Writing guidelines for journalists including the favorite Associated Press Stylebook, encourage us to identify when a particular issue "cuts across racial lines," just as we are expected to refer to a person's race when such identification provides the reader with a "substantial insight into conflicting emotions known or likely to be involved in a demonstration or similar event."
We're further expected to identify article subjects by their race when a subject has been appointed to a position not typically held by persons of that race. President Bush's February nomination of Charles A. James, a respected antitrust lawyer, to the position of assistant attorney general in charge of the antitrust division of the Justice Department was therefore duly noted in The New York Times this way: "If confirmed, Mr. James would be the first black to lead the antitrust unit on a permanent basis."
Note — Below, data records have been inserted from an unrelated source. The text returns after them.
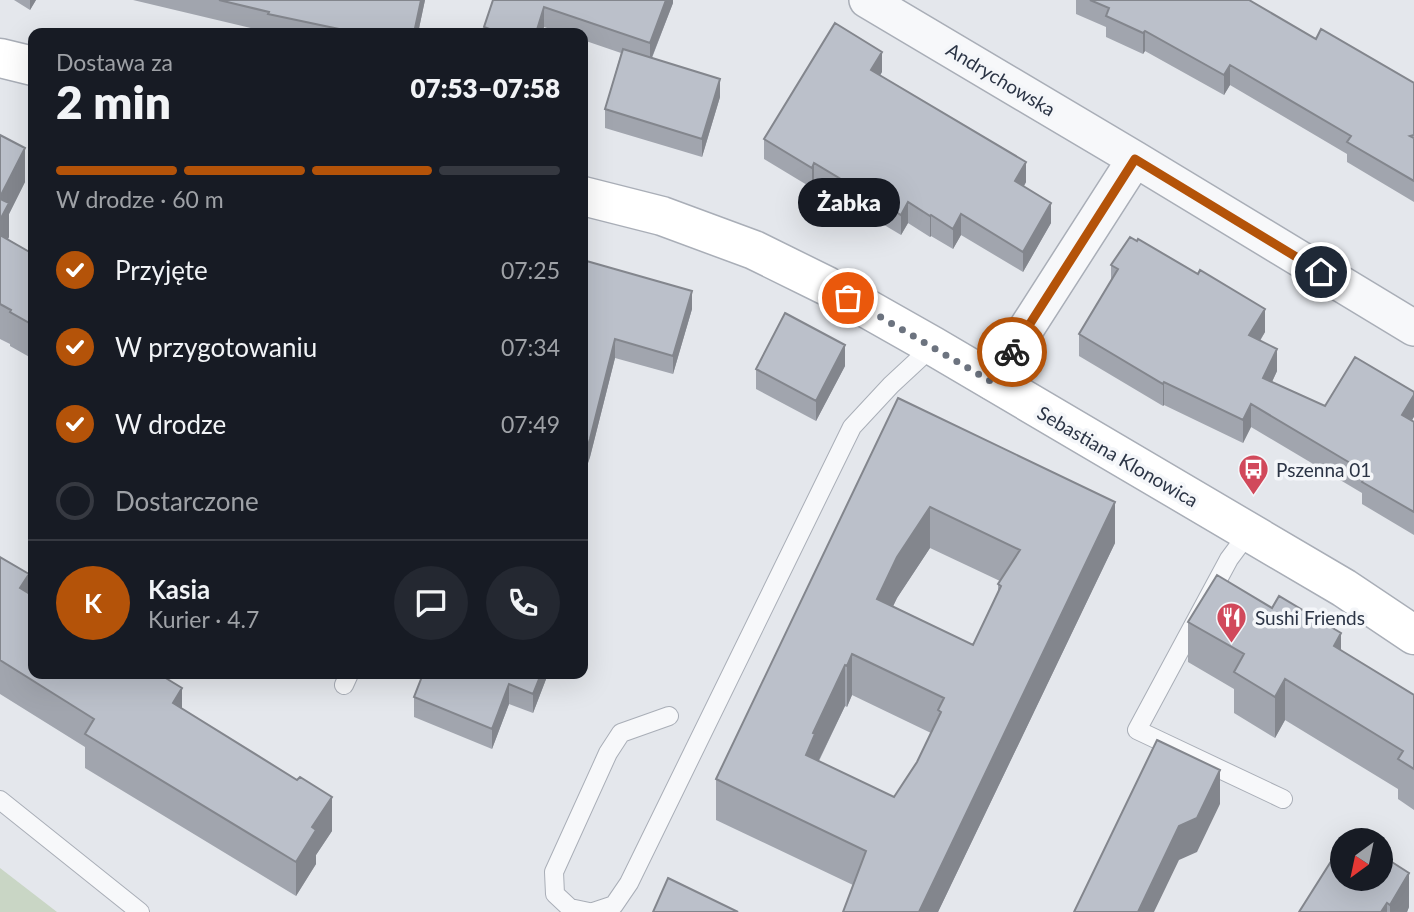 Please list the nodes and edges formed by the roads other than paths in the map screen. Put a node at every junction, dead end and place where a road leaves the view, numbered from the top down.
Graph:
1 (867, 0) edge
2 (0, 58) edge
3 (28, 65) edge
4 (1135, 159) junction
5 (588, 197) edge
6 (1414, 328) edge
7 (933, 346) junction
8 (992, 382) junction
9 (1249, 532) junction
10 (1414, 635) edge
11 (669, 716) dead end
12 (1283, 799) dead end
13 (0, 800) edge
14 (140, 912) edge
15 (591, 912) edge

1 - 4 street, Andrychowska
2 - 3 street
4 - 6 street, Andrychowska
4 - 8 street
5 - 7 street, Sebastiana Klonowica
7 - 8 street, Sebastiana Klonowica
7 - 15 lane
8 - 9 street, Sebastiana Klonowica
9 - 10 street, Sebastiana Klonowica
9 - 12 lane
11 - 15 lane
13 - 14 lane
Mr. James was therefore "the first black," and not "the first black (or African American) person" or the more accurately descriptive "dark-brown person." Because the point, in this instance as in so many others, was not to be physically descriptive. The point was to deliver to the reader an identification of the subject's race -- an announcement of the racial subdivision to which Mr. James has been assigned from the time of his birth. And, in this manner, it became a way of recognizing that Mr. James had accomplished something significant for his race.
Racial Categories: Tainted Origins
The New York Times article is, in fact, a relatively benign example of the power and the loaded, layered meanings of the term. In the hands of white supremacists, "race" quickly takes on a dark and vicious lifeforce of its own, and the fight against the "mongrelization of the races" (an issue argued about loudly and publicly by segregationist politicians as late as the 1960s) becomes the rallying cry for the self-appointed protectors of the "white race."
But Klansmen are hardly the only ones hanging onto the idea that humans can and should be shoved into racial categories. In the world of journalism (and beyond), race is such a pervasive and stubbornly entrenched term that even publications which have finally made the switch from "minorities" to "people of color" are still unwilling to use "ethnicity" and "ethnic origin" rather than race, although many are now grouping the two together, with phrases like "the nation's many racial and ethnic groups."
The change seems a long way in coming. Even the recent announcement by scientists sequencing the human genome that they were unable to find any biological basis for race warranted only a few of interesting newspaper articles on the subject, but no real discussion or examination of why -- in the absence of any science to back up racial divisions among human beings -- we still cling to the word.